Deborah Butterfield is one of the twenty-three women artists represented on Public Art Walk Boston. Her sculpture “Henry and Paint” is situated outside Copley Place.
Visiting Henry and Paint through successive seasons of 2017, I saw them as distinct individuals bonded by their survival of changed surroundings. Since 1987, the two bronze beings must have stood through numerous weather extremes. They seem prepared for more to come.
Deborah Butterfield had created many horse sculptures before them, and she has continued to do so ever since. With this seemingly narrow focus, she has developed an impressively deep, diverse, and distinctive range of work that is wonderfully worth viewing in the online resources listed below. I hope now to visit more of her sculptures but to keep going back to Henry and Paint also.

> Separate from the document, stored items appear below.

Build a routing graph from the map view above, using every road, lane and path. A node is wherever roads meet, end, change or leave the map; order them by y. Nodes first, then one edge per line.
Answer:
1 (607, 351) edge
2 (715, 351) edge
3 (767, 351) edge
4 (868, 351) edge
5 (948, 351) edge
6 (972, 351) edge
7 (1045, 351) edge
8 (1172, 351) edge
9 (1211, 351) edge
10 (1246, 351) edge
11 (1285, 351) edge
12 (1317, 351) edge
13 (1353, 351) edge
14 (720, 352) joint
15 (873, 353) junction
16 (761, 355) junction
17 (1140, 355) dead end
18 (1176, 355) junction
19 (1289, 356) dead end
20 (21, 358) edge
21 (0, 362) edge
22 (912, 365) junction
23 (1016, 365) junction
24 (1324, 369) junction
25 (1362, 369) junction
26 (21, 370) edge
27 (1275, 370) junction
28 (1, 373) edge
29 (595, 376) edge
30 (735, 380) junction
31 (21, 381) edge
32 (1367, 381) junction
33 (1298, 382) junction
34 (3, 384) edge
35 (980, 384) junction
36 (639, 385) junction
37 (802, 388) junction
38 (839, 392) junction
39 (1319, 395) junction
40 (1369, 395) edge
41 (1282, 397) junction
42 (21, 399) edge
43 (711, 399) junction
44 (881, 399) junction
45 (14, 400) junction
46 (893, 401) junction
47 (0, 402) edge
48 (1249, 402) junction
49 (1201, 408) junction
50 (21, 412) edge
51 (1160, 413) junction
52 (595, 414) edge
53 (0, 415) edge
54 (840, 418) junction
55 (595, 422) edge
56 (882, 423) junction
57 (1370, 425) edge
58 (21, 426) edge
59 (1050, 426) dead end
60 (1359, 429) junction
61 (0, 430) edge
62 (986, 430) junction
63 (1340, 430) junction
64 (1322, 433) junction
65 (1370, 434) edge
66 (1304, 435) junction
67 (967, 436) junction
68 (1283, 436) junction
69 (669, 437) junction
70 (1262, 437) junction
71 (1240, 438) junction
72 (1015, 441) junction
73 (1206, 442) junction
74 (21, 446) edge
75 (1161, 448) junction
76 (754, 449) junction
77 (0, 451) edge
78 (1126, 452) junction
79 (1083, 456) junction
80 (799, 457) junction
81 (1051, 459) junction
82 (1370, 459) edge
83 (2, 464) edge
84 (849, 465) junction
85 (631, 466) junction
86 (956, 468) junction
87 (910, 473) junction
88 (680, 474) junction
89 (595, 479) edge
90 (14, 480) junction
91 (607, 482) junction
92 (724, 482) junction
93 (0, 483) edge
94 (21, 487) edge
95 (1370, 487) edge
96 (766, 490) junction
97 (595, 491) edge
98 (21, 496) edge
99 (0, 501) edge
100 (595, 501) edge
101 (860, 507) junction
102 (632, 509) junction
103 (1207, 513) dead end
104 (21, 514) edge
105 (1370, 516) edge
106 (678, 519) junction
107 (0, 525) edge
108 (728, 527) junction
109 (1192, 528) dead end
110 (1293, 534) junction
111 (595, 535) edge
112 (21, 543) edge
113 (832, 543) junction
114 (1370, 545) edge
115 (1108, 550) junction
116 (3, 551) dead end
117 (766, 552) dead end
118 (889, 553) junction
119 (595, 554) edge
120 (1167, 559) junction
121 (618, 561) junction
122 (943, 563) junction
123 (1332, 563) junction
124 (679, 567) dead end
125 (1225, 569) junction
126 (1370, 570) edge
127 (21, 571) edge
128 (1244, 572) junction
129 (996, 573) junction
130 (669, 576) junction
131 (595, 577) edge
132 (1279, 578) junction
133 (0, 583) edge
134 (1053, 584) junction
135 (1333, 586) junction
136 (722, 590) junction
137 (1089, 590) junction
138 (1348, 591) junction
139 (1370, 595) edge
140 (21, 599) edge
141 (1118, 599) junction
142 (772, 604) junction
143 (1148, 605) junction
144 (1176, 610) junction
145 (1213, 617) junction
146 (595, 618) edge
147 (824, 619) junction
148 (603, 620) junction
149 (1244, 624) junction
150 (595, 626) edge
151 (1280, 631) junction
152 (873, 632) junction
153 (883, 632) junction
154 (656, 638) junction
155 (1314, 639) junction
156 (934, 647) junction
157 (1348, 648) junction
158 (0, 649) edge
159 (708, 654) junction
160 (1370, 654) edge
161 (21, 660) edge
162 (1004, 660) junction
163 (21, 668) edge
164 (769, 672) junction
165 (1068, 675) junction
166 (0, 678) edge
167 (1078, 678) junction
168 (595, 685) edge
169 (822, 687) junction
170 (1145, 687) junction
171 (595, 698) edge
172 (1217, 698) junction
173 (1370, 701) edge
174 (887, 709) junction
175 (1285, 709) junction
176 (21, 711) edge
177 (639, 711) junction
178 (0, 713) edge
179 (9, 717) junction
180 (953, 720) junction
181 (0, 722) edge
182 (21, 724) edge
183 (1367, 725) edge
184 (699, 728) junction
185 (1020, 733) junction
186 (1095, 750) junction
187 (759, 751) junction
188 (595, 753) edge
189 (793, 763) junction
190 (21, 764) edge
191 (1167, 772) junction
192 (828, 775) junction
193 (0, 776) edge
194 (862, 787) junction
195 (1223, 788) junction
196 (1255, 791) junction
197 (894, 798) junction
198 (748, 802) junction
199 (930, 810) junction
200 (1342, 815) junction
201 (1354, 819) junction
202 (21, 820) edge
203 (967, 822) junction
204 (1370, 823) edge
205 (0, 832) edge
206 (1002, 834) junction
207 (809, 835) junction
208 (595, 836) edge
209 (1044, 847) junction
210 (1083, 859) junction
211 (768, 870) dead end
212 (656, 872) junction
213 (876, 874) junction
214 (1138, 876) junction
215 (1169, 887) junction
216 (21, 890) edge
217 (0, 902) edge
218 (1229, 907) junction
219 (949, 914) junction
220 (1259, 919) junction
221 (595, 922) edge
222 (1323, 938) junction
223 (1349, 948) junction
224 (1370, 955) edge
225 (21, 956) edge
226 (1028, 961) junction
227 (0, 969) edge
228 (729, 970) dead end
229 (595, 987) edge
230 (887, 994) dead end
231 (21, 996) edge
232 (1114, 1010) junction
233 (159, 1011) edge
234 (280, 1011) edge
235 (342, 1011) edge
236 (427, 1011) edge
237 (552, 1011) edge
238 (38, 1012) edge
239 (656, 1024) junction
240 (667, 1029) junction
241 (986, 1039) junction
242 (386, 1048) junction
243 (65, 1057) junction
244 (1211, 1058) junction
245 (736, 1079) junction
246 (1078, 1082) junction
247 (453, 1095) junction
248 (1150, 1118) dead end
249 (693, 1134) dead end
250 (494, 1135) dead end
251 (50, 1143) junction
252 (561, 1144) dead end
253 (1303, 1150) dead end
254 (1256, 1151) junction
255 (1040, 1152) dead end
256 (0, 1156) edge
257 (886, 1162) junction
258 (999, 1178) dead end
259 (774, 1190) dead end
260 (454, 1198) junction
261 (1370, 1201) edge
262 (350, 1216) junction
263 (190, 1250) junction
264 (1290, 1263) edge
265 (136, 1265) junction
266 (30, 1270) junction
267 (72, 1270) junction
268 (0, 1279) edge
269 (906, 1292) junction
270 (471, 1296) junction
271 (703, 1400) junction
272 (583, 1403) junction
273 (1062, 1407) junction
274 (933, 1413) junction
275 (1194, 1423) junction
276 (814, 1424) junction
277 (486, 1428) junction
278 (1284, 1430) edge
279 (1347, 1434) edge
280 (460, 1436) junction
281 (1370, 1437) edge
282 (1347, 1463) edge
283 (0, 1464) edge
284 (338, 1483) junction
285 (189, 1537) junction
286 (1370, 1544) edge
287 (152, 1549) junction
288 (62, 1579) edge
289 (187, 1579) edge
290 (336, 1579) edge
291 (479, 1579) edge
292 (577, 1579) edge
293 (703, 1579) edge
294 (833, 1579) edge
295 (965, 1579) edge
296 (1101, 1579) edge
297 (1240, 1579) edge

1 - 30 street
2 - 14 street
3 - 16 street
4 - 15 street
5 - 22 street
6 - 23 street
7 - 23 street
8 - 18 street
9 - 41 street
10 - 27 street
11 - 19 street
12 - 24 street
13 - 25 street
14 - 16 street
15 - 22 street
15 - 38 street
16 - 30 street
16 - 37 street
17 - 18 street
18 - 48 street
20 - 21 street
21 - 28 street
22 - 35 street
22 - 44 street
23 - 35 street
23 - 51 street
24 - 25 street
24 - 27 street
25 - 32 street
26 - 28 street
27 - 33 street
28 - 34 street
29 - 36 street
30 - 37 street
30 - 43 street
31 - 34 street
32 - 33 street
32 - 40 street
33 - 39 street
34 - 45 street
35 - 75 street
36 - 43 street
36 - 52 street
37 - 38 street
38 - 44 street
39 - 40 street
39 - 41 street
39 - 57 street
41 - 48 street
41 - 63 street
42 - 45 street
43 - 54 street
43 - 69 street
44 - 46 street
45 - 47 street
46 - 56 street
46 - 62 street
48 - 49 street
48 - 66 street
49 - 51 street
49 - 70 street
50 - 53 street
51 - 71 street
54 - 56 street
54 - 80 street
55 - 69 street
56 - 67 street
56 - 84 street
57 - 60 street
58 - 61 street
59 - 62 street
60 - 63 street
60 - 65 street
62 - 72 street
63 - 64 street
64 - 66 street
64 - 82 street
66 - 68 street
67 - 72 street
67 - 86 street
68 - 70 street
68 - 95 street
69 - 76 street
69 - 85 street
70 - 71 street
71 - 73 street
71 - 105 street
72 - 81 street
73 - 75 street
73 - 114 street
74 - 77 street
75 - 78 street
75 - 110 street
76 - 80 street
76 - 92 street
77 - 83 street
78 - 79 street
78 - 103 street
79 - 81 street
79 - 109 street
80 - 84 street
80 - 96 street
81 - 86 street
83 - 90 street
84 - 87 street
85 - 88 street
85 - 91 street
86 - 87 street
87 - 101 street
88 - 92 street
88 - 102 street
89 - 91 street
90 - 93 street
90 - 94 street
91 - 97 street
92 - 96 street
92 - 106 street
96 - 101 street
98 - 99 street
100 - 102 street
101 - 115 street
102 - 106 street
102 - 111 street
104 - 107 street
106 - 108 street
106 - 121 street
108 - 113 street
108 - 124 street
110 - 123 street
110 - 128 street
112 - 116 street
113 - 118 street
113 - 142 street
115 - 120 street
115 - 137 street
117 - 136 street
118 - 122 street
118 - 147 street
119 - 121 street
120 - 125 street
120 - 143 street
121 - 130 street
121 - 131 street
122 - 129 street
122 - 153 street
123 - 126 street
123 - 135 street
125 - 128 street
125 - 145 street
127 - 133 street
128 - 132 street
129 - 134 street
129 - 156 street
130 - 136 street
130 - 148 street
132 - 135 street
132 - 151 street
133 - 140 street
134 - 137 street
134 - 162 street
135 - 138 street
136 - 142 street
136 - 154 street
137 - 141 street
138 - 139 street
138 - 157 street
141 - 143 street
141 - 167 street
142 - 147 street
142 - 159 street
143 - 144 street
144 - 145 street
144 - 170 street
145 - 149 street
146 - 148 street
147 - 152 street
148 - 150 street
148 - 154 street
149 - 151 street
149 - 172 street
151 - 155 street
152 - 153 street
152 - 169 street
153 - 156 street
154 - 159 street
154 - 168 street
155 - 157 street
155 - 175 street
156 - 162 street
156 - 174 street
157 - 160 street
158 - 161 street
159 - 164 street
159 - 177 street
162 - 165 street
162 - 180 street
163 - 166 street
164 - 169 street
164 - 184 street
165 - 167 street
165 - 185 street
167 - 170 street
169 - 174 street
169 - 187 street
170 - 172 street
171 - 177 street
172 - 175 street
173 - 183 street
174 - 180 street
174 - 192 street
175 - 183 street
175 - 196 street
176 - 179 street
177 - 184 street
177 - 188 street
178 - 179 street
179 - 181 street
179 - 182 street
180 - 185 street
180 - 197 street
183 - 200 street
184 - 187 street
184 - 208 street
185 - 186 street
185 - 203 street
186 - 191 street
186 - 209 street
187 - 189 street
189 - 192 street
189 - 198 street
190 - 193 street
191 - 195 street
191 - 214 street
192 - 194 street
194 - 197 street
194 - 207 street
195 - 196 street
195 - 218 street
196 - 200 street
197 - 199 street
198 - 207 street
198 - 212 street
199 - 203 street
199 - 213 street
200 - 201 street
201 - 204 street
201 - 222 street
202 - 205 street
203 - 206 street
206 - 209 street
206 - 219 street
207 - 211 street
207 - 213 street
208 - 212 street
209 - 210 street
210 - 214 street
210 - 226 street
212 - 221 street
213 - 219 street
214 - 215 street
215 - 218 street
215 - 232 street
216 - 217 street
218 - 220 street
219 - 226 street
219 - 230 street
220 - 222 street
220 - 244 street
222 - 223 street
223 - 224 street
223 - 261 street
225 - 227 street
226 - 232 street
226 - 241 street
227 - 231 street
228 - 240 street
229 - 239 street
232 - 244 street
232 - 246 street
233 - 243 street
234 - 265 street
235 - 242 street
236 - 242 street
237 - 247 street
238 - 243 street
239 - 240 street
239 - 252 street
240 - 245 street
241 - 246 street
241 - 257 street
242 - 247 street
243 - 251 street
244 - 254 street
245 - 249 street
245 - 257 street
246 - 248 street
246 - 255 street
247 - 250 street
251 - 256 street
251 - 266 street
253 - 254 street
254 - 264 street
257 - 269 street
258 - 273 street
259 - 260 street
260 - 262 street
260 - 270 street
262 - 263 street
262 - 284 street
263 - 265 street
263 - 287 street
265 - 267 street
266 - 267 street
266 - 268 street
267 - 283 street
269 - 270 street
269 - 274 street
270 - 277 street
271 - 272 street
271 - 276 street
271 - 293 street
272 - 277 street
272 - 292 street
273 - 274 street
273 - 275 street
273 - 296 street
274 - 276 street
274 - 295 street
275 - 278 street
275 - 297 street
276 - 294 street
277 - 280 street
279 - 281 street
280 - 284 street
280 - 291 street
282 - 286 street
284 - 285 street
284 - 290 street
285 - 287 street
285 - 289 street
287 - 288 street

Henry, Paint, Plants, Lights
Henry and Paint stand near the entrance to the Texas-based department store, Neiman Marcus. “In 1907, two competing department store owners, Herbert Marcus Sr. and A. Harris, teamed up to open a new department store in Dallas. The horses evoke both the Texan landscape and the retailers’ partnership.” (quote from description in Public Art Walk Boston)
“Although Butterfield thinks of many of her horse sculptures as self-portraits, she also sees them as symbols of our relationships to nature and the animal world around us.” (quote from MMoCA Collects)
“Deborah Butterfield first began creating sculpture in the form of a horse in the 1970’s using mud, clay and sticks. In 1977, she moved to a ranch in Montana and in 1979 began using scrap metal and found steel. For the past decade, she has been making bronze work, cast from “stray, downed pieces of wood.” … These models or “ghosts” (as the artist refers to them) are then cast, burning the wood away with molten bronze, creating one, unique sculpture to which she then methodically, expertly applies her patina.” (quote about process from Danese/Corey Gallery )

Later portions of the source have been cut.